Task prompt -
Keep every line of the data below that has the string "chasi" and present those lines.

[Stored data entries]
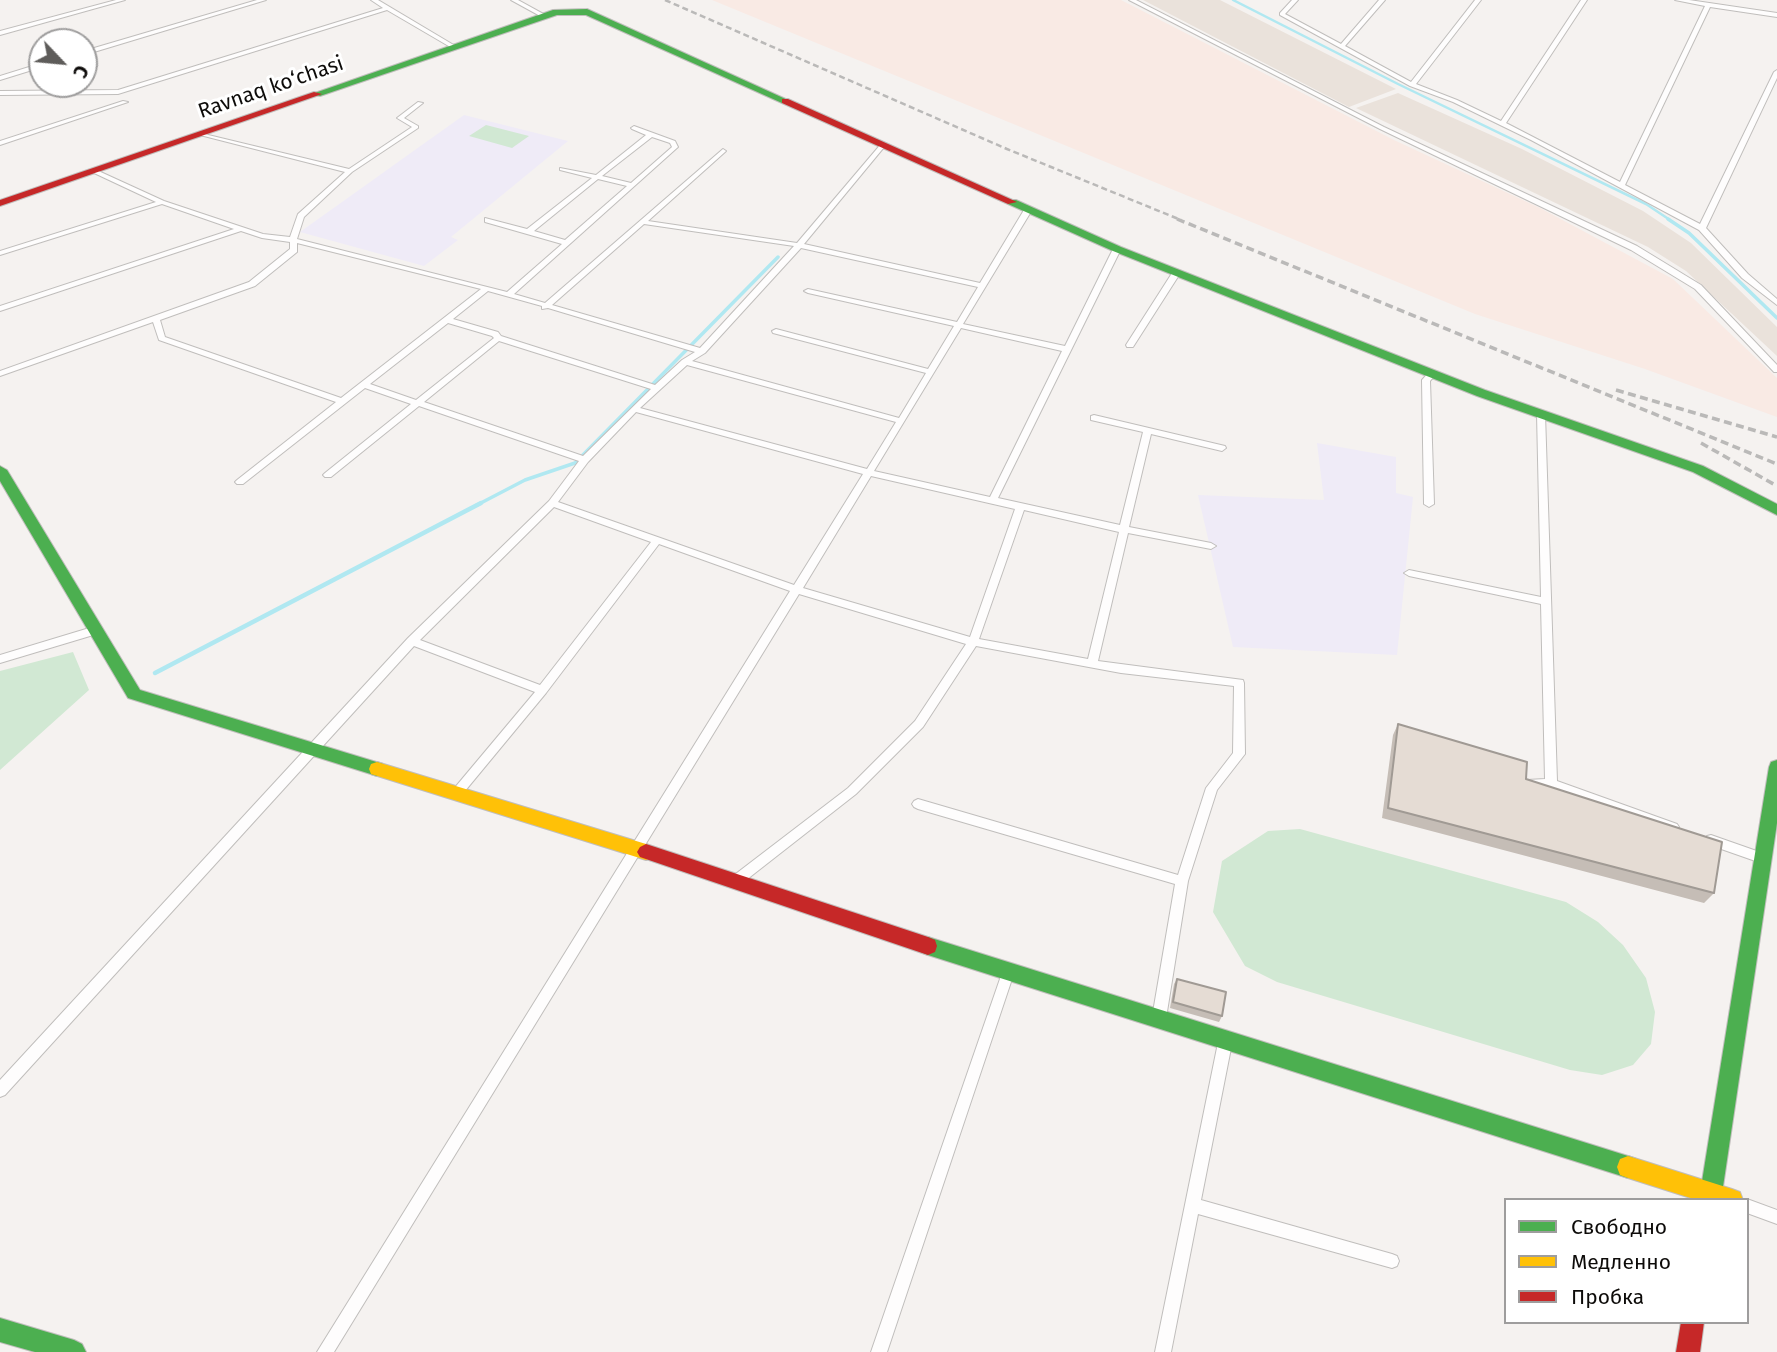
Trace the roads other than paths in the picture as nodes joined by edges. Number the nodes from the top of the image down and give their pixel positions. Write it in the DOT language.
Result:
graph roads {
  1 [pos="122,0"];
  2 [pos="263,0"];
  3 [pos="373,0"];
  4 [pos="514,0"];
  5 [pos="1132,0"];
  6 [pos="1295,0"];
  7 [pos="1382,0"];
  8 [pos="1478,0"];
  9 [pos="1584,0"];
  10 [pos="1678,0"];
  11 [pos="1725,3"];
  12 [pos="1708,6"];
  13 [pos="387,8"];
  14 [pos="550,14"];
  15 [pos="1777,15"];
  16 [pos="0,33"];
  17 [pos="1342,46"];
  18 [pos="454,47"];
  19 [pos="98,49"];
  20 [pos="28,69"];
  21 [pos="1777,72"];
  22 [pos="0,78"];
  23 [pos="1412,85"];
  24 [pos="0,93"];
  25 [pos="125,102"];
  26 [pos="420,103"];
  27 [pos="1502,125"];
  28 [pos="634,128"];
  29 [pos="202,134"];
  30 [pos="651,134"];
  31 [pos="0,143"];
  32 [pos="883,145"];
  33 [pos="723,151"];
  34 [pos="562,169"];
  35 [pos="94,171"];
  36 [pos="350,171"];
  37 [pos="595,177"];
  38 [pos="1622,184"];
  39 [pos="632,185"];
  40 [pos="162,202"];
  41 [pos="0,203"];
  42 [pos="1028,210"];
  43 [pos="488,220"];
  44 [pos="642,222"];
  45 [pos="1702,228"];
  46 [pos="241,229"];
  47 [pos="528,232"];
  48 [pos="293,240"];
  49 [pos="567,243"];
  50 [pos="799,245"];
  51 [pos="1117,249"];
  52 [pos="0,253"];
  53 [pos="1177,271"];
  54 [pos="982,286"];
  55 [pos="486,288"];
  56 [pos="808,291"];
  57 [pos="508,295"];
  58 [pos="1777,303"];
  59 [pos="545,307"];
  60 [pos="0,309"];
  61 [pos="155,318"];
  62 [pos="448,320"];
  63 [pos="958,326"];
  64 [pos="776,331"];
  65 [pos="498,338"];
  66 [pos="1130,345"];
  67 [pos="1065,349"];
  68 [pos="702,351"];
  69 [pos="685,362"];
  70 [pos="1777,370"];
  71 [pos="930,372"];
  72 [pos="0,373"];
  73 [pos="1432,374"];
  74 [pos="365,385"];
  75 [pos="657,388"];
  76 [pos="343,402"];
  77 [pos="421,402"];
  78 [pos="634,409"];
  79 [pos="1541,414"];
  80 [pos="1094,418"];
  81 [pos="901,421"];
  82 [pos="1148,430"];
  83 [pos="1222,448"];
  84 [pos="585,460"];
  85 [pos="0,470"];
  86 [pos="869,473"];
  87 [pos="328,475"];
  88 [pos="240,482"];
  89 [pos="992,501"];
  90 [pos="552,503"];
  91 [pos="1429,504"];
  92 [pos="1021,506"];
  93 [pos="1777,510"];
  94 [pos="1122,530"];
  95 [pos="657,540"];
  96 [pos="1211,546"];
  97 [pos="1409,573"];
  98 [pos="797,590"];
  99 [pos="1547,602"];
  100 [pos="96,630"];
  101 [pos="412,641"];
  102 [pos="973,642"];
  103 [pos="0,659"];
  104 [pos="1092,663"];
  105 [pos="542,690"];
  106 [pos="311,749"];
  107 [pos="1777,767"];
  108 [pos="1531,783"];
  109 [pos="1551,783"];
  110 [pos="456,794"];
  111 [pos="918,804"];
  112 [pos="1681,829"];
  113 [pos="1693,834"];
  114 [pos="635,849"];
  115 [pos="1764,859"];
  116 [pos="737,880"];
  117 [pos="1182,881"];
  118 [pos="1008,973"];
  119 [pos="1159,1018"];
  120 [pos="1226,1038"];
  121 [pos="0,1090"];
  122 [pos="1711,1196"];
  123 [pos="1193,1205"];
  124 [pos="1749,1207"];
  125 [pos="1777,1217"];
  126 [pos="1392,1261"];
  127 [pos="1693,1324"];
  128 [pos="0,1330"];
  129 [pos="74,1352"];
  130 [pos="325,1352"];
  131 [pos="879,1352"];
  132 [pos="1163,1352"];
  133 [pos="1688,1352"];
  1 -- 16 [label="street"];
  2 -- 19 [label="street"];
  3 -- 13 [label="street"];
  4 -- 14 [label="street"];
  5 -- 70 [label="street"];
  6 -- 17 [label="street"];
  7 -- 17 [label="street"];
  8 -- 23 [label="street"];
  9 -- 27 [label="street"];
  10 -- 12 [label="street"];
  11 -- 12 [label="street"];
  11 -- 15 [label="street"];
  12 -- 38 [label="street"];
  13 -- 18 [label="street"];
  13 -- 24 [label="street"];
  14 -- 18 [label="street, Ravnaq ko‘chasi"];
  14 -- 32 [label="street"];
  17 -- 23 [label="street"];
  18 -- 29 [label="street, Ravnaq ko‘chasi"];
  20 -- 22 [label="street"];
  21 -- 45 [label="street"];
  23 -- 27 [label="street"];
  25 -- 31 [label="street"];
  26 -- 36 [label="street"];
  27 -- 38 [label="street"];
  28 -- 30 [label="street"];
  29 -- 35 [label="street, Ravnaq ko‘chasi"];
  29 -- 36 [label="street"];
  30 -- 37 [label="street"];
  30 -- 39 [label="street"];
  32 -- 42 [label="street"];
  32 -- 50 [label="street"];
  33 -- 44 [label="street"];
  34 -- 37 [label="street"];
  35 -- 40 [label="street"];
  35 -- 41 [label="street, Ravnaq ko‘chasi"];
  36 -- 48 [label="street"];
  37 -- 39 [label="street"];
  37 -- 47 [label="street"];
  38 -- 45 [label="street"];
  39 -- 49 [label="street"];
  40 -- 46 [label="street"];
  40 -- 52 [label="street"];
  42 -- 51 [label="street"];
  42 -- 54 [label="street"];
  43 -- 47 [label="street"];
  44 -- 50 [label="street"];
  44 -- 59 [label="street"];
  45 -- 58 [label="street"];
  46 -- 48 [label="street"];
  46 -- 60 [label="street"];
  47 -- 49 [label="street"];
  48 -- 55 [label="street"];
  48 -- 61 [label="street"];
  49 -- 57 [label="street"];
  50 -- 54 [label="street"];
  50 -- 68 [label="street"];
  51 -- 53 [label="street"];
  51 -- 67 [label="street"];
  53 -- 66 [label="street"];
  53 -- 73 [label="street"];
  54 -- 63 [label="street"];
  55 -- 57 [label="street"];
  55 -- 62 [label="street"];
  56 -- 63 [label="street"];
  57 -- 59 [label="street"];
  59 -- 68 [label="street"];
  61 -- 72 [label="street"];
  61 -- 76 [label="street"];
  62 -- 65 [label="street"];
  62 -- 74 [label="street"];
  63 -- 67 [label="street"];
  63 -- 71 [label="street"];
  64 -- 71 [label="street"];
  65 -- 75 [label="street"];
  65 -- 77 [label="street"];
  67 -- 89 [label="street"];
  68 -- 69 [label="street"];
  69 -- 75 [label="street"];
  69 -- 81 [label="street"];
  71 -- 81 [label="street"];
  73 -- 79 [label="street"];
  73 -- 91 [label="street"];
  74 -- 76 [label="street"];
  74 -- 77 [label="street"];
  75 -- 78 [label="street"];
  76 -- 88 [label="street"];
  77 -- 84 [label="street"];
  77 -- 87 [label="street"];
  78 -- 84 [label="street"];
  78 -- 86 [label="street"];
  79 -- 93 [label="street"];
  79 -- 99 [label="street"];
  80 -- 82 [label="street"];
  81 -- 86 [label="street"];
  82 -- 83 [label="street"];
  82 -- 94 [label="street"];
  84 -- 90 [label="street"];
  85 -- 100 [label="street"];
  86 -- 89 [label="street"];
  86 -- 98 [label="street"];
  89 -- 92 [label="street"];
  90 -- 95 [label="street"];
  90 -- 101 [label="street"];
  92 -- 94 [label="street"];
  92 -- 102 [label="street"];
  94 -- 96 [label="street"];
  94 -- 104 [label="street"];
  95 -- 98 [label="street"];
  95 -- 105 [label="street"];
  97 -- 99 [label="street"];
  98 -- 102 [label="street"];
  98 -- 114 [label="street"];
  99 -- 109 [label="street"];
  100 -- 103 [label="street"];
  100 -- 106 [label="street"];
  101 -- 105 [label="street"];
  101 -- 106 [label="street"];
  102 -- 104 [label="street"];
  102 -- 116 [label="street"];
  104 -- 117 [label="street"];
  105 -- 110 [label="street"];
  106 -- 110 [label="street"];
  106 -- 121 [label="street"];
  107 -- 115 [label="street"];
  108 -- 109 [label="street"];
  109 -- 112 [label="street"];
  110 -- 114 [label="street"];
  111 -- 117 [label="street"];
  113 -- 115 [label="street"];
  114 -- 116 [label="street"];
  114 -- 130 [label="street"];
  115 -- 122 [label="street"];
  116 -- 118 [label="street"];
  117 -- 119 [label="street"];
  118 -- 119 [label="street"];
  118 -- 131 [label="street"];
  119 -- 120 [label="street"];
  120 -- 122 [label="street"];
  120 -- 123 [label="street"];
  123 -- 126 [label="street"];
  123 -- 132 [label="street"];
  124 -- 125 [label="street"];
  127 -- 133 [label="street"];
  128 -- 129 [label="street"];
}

Answer for the task -
  14 -- 18 [label="street, Ravnaq ko‘chasi"];
  18 -- 29 [label="street, Ravnaq ko‘chasi"];
  29 -- 35 [label="street, Ravnaq ko‘chasi"];
  35 -- 41 [label="street, Ravnaq ko‘chasi"];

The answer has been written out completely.